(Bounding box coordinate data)
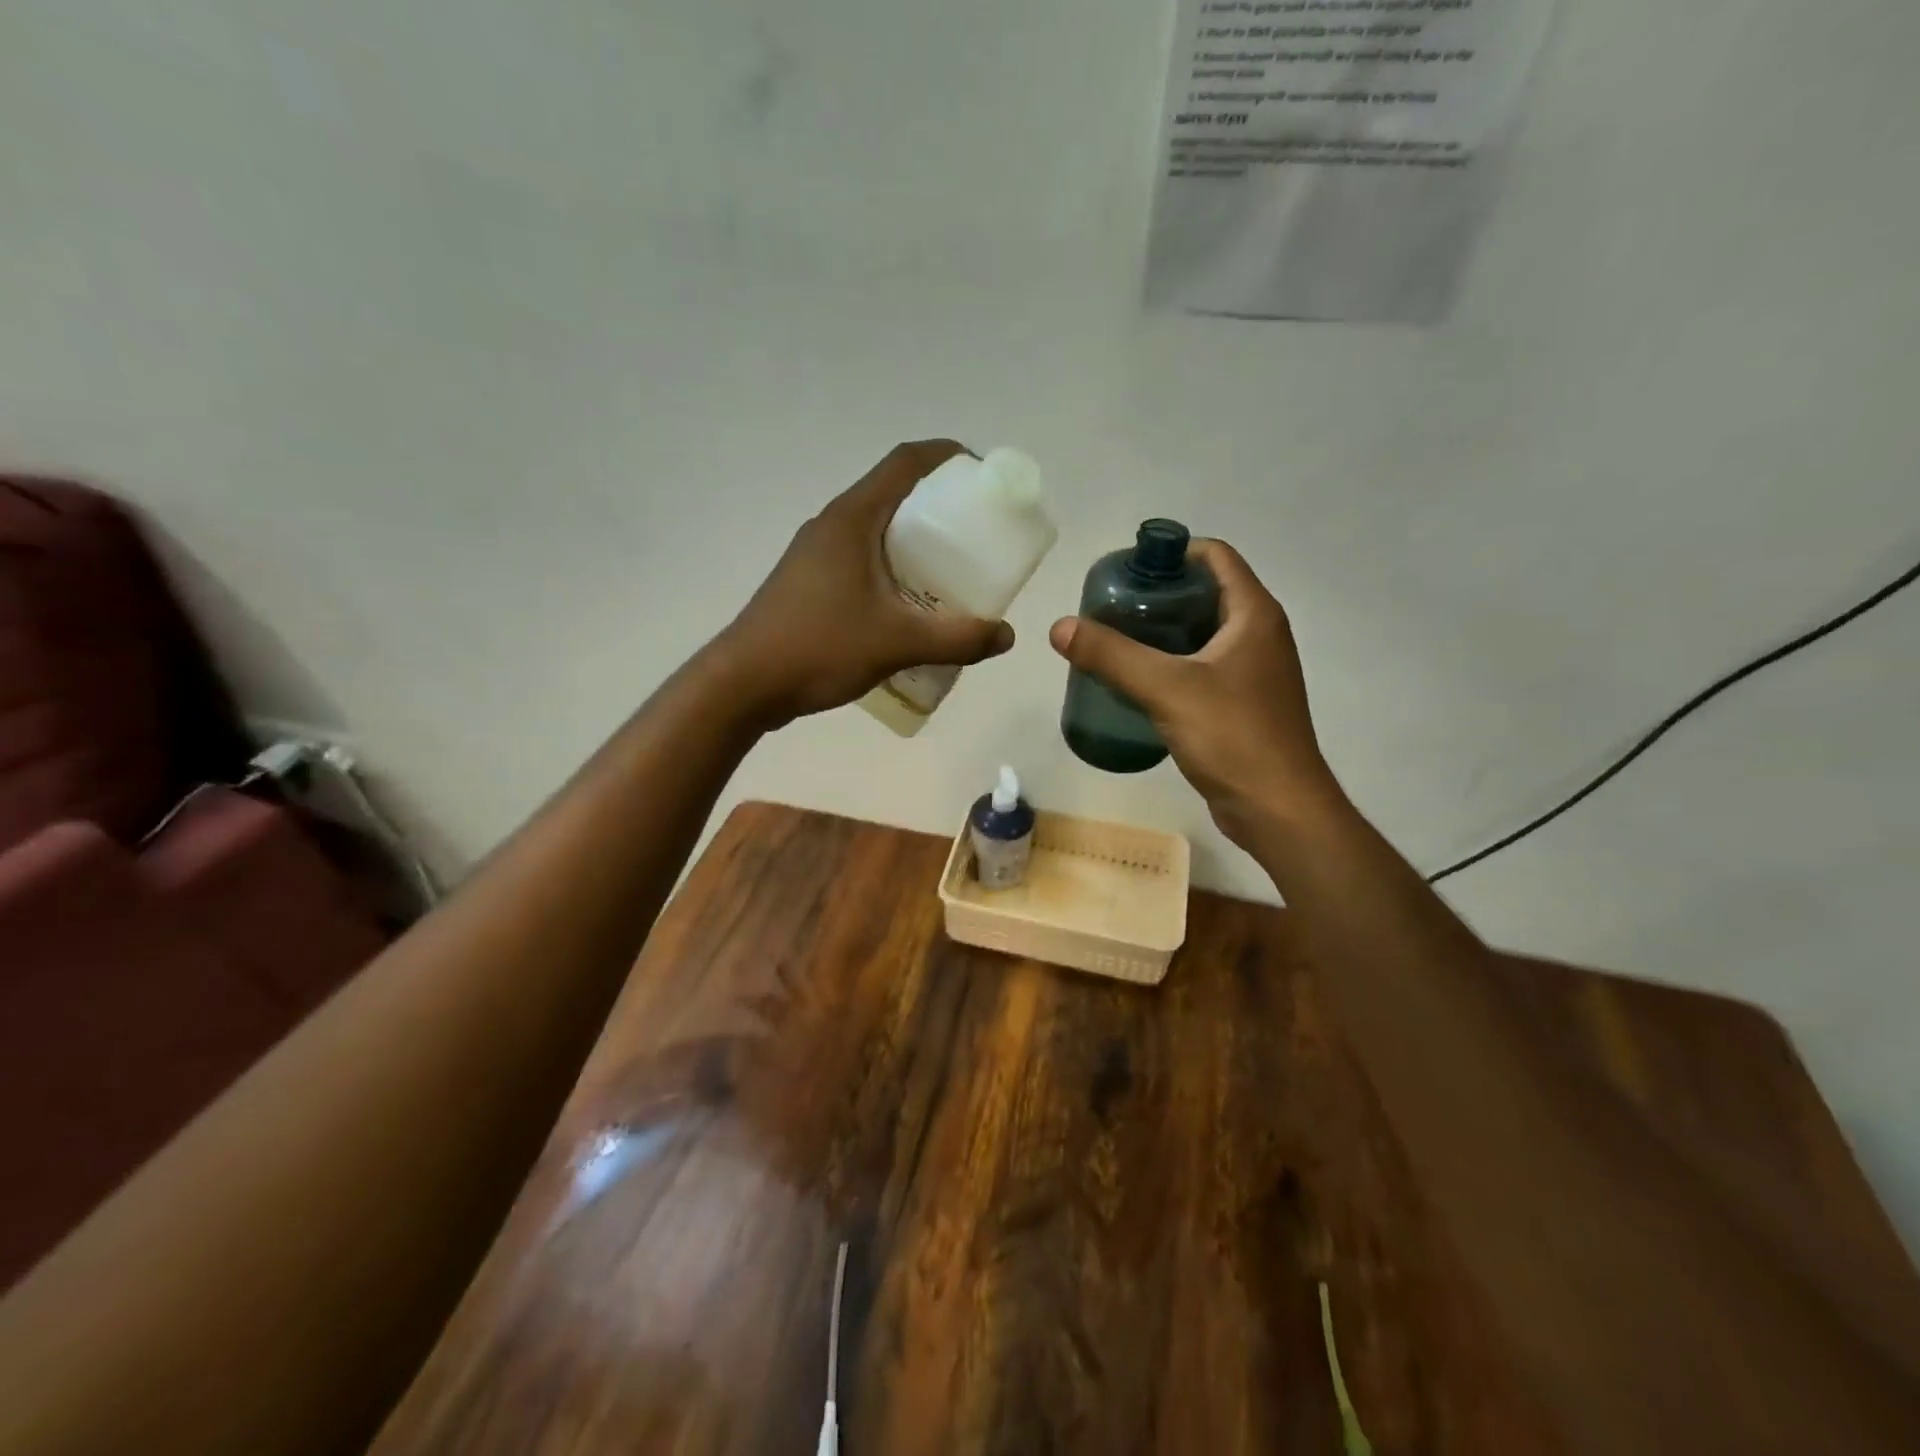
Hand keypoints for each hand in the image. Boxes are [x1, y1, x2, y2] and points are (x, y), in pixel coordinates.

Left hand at [715, 440, 1014, 724]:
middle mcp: (833, 525)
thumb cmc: (819, 648)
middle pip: (895, 494)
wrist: (743, 684)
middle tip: (978, 536)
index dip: (949, 457)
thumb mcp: (898, 643)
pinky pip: (863, 560)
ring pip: (878, 531)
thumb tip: (1005, 636)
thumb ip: (957, 638)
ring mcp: (817, 554)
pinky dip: (894, 569)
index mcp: (853, 518)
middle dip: (941, 507)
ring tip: (952, 573)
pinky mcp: (809, 583)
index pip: (906, 462)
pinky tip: (911, 607)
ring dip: (916, 542)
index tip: (985, 478)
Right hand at [1048, 540, 1343, 845]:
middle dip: (1159, 594)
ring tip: (1116, 641)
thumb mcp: (1166, 689)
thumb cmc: (1233, 737)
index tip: (1127, 568)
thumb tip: (1060, 627)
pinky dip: (1172, 664)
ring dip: (1163, 632)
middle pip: (1206, 593)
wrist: (1278, 809)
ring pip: (1203, 633)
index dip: (1172, 552)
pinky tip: (1138, 682)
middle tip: (1111, 608)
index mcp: (1254, 615)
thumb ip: (1112, 655)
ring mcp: (1255, 672)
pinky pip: (1203, 668)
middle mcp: (1260, 635)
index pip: (1216, 556)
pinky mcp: (1244, 704)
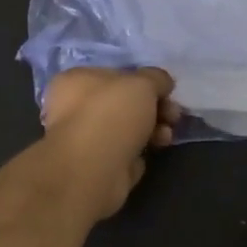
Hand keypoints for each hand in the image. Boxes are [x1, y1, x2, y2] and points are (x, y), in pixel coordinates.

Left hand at [40, 67, 180, 220]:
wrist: (93, 171)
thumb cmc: (111, 115)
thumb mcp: (142, 83)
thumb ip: (156, 78)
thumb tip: (163, 83)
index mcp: (75, 81)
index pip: (115, 75)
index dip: (144, 81)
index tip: (166, 91)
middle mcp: (73, 108)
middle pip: (123, 103)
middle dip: (154, 107)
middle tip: (173, 114)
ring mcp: (84, 139)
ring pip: (127, 128)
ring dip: (153, 128)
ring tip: (166, 136)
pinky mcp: (96, 166)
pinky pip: (126, 152)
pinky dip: (142, 150)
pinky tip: (156, 150)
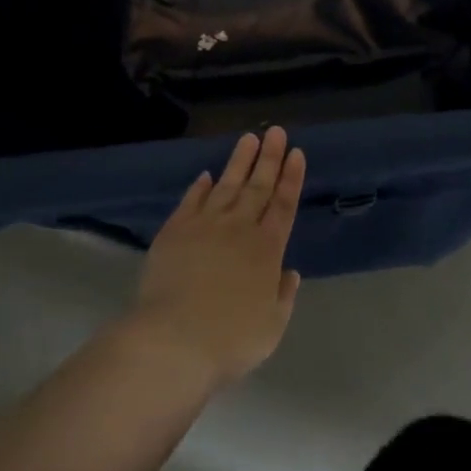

### ABOUT THIS TASK
Please report every line among the entries that includes "thumb".

### RESPONSE
thumb cmc: (819, 648)
thumb mcp: (898, 643)
thumb tip: (1005, 636)
thumb ip: (957, 638)
thumb mcp: (1166, 689)
thumb cmc: (1233, 737)
thumb tip: (1060, 627)
thumb ip: (1112, 655)
thumb cmc: (111, 115)
thumb mcp: (142, 83)
thumb ip: (156, 78)
thumb tip: (163, 83)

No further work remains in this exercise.